**Exercise requirements**
Return the full listing, keeping every line exactly as it is.

**Dataset**
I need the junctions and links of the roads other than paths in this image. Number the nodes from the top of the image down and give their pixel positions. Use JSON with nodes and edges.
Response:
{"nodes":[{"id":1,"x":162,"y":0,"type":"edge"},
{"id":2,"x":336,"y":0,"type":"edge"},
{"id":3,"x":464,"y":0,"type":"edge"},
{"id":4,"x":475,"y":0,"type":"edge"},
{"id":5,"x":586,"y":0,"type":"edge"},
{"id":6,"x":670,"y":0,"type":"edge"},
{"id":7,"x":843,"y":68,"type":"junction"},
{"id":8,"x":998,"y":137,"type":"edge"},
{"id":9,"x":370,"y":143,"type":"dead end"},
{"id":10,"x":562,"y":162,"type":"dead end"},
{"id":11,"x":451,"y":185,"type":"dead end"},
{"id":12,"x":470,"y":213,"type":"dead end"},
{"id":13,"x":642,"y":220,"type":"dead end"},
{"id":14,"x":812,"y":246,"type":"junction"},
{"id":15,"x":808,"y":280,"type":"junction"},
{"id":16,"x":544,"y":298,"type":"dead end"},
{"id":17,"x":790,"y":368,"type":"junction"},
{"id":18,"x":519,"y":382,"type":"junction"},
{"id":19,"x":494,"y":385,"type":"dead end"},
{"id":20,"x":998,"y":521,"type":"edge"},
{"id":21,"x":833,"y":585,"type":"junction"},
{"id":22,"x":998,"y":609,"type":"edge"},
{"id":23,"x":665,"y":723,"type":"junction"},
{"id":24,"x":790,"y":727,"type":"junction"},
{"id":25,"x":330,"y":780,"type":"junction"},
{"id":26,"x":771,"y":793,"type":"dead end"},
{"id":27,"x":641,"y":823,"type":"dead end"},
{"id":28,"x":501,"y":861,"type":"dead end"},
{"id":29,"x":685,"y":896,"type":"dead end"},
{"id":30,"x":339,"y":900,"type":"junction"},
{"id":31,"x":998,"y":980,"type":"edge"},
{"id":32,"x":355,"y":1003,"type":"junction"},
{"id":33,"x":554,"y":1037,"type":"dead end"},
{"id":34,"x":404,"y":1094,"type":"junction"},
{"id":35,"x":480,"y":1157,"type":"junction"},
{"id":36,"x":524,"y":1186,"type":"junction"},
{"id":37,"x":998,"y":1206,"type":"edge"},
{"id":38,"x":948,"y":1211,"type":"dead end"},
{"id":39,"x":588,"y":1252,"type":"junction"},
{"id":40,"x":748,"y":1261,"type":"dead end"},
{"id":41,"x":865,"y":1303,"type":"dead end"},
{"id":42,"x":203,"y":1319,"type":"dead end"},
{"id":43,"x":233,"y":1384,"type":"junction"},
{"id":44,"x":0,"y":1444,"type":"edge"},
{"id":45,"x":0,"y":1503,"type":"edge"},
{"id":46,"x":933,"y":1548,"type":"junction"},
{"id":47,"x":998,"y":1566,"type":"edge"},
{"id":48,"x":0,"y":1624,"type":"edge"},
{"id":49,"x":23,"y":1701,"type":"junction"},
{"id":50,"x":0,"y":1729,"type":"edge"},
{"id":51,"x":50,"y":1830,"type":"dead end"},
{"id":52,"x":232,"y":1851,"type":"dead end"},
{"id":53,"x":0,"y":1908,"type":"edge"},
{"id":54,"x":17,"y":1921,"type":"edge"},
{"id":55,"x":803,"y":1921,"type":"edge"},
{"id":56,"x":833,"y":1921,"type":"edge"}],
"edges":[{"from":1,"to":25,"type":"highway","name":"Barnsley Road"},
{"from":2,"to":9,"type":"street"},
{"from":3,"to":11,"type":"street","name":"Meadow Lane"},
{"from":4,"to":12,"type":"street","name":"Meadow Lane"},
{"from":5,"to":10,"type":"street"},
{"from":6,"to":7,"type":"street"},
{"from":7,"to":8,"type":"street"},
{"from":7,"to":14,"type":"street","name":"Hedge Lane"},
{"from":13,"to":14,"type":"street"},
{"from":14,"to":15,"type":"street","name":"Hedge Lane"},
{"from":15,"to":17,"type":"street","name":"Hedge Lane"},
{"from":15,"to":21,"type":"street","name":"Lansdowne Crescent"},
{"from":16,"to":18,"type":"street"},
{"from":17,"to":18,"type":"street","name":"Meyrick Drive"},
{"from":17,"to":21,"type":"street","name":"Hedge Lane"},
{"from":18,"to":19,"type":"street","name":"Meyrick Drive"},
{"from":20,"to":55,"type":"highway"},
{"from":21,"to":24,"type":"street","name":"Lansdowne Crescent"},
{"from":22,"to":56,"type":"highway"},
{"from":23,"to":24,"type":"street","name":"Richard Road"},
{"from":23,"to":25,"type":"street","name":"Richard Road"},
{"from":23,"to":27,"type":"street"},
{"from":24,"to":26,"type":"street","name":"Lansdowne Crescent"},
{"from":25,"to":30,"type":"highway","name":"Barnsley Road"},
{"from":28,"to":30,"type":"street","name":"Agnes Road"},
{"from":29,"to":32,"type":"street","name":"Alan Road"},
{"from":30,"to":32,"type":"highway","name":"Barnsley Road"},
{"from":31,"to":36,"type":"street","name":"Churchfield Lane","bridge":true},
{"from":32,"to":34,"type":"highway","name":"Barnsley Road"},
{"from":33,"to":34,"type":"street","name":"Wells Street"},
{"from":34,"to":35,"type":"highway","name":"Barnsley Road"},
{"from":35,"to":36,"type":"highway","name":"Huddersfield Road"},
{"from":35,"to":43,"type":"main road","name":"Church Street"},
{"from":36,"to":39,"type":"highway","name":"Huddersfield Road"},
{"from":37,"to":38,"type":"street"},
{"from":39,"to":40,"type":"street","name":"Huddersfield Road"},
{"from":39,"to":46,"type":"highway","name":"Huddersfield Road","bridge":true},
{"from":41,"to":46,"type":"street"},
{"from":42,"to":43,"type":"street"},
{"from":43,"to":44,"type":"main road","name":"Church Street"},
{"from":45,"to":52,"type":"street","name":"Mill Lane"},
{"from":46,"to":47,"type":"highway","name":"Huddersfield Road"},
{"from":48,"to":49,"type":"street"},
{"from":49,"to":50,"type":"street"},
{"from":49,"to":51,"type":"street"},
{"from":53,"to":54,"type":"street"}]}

**Answer section**
I need the junctions and links of the roads other than paths in this image. Number the nodes from the top of the image down and give their pixel positions. Use JSON with nodes and edges.
Response:
{"nodes":[{"id":1,"x":162,"y":0,"type":"edge"},
{"id":2,"x":336,"y":0,"type":"edge"},
{"id":3,"x":464,"y":0,"type":"edge"},
{"id":4,"x":475,"y":0,"type":"edge"},
{"id":5,"x":586,"y":0,"type":"edge"},
{"id":6,"x":670,"y":0,"type":"edge"},
{"id":7,"x":843,"y":68,"type":"junction"},
{"id":8,"x":998,"y":137,"type":"edge"},
{"id":9,"x":370,"y":143,"type":"dead end"},
{"id":10,"x":562,"y":162,"type":"dead end"},
{"id":11,"x":451,"y":185,"type":"dead end"},
{"id":12,"x":470,"y":213,"type":"dead end"},
{"id":13,"x":642,"y":220,"type":"dead end"},
{"id":14,"x":812,"y":246,"type":"junction"},
{"id":15,"x":808,"y":280,"type":"junction"},
{"id":16,"x":544,"y":298,"type":"dead end"},
{"id":17,"x":790,"y":368,"type":"junction"},
{"id":18,"x":519,"y":382,"type":"junction"},
{"id":19,"x":494,"y":385,"type":"dead end"},
{"id":20,"x":998,"y":521,"type":"edge"},
{"id":21,"x":833,"y":585,"type":"junction"},
{"id":22,"x":998,"y":609,"type":"edge"},
{"id":23,"x":665,"y":723,"type":"junction"},
{"id":24,"x":790,"y":727,"type":"junction"},
{"id":25,"x":330,"y":780,"type":"junction"},
{"id":26,"x":771,"y":793,"type":"dead end"},
{"id":27,"x":641,"y":823,"type":"dead end"},
{"id":28,"x":501,"y":861,"type":"dead end"},
{"id":29,"x":685,"y":896,"type":"dead end"},
{"id":30,"x":339,"y":900,"type":"junction"},
{"id":31,"x":998,"y":980,"type":"edge"},
{"id":32,"x":355,"y":1003,"type":"junction"},
{"id":33,"x":554,"y":1037,"type":"dead end"},
{"id":34,"x":404,"y":1094,"type":"junction"},
{"id":35,"x":480,"y":1157,"type":"junction"},
{"id":36,"x":524,"y":1186,"type":"junction"},
{"id":37,"x":998,"y":1206,"type":"edge"},
{"id":38,"x":948,"y":1211,"type":"dead end"},
{"id":39,"x":588,"y":1252,"type":"junction"},
{"id":40,"x":748,"y":1261,"type":"dead end"},
{"id":41,"x":865,"y":1303,"type":"dead end"},
{"id":42,"x":203,"y":1319,"type":"dead end"},
{"id":43,"x":233,"y":1384,"type":"junction"},
{"id":44,"x":0,"y":1444,"type":"edge"},
{"id":45,"x":0,"y":1503,"type":"edge"},
{"id":46,"x":933,"y":1548,"type":"junction"},
{"id":47,"x":998,"y":1566,"type":"edge"},
{"id":48,"x":0,"y":1624,"type":"edge"},
{"id":49,"x":23,"y":1701,"type":"junction"},
{"id":50,"x":0,"y":1729,"type":"edge"},
{"id":51,"x":50,"y":1830,"type":"dead end"},
{"id":52,"x":232,"y":1851,"type":"dead end"},
{"id":53,"x":0,"y":1908,"type":"edge"},
{"id":54,"x":17,"y":1921,"type":"edge"},
{"id":55,"x":803,"y":1921,"type":"edge"},
{"id":56,"x":833,"y":1921,"type":"edge"}],
"edges":[{"from":1,"to":25,"type":"highway","name":"Barnsley Road"},
{"from":2,"to":9,"type":"street"},
{"from":3,"to":11,"type":"street","name":"Meadow Lane"},
{"from":4,"to":12,"type":"street","name":"Meadow Lane"},
{"from":5,"to":10,"type":"street"},
{"from":6,"to":7,"type":"street"},
{"from":7,"to":8,"type":"street"},
{"from":7,"to":14,"type":"street","name":"Hedge Lane"},
{"from":13,"to":14,"type":"street"},
{"from":14,"to":15,"type":"street","name":"Hedge Lane"},
{"from":15,"to":17,"type":"street","name":"Hedge Lane"},
{"from":15,"to":21,"type":"street","name":"Lansdowne Crescent"},
{"from":16,"to":18,"type":"street"},
{"from":17,"to":18,"type":"street","name":"Meyrick Drive"},
{"from":17,"to":21,"type":"street","name":"Hedge Lane"},
{"from":18,"to":19,"type":"street","name":"Meyrick Drive"},
{"from":20,"to":55,"type":"highway"},
{"from":21,"to":24,"type":"street","name":"Lansdowne Crescent"},
{"from":22,"to":56,"type":"highway"},
{"from":23,"to":24,"type":"street","name":"Richard Road"},
{"from":23,"to":25,"type":"street","name":"Richard Road"},
{"from":23,"to":27,"type":"street"},
{"from":24,"to":26,"type":"street","name":"Lansdowne Crescent"},
{"from":25,"to":30,"type":"highway","name":"Barnsley Road"},
{"from":28,"to":30,"type":"street","name":"Agnes Road"},
{"from":29,"to":32,"type":"street","name":"Alan Road"},
{"from":30,"to":32,"type":"highway","name":"Barnsley Road"},
{"from":31,"to":36,"type":"street","name":"Churchfield Lane","bridge":true},
{"from":32,"to":34,"type":"highway","name":"Barnsley Road"},
{"from":33,"to":34,"type":"street","name":"Wells Street"},
{"from":34,"to":35,"type":"highway","name":"Barnsley Road"},
{"from":35,"to":36,"type":"highway","name":"Huddersfield Road"},
{"from":35,"to":43,"type":"main road","name":"Church Street"},
{"from":36,"to":39,"type":"highway","name":"Huddersfield Road"},
{"from":37,"to":38,"type":"street"},
{"from":39,"to":40,"type":"street","name":"Huddersfield Road"},
{"from":39,"to":46,"type":"highway","name":"Huddersfield Road","bridge":true},
{"from":41,"to":46,"type":"street"},
{"from":42,"to":43,"type":"street"},
{"from":43,"to":44,"type":"main road","name":"Church Street"},
{"from":45,"to":52,"type":"street","name":"Mill Lane"},
{"from":46,"to":47,"type":"highway","name":"Huddersfield Road"},
{"from":48,"to":49,"type":"street"},
{"from":49,"to":50,"type":"street"},
{"from":49,"to":51,"type":"street"},
{"from":53,"to":54,"type":"street"}]}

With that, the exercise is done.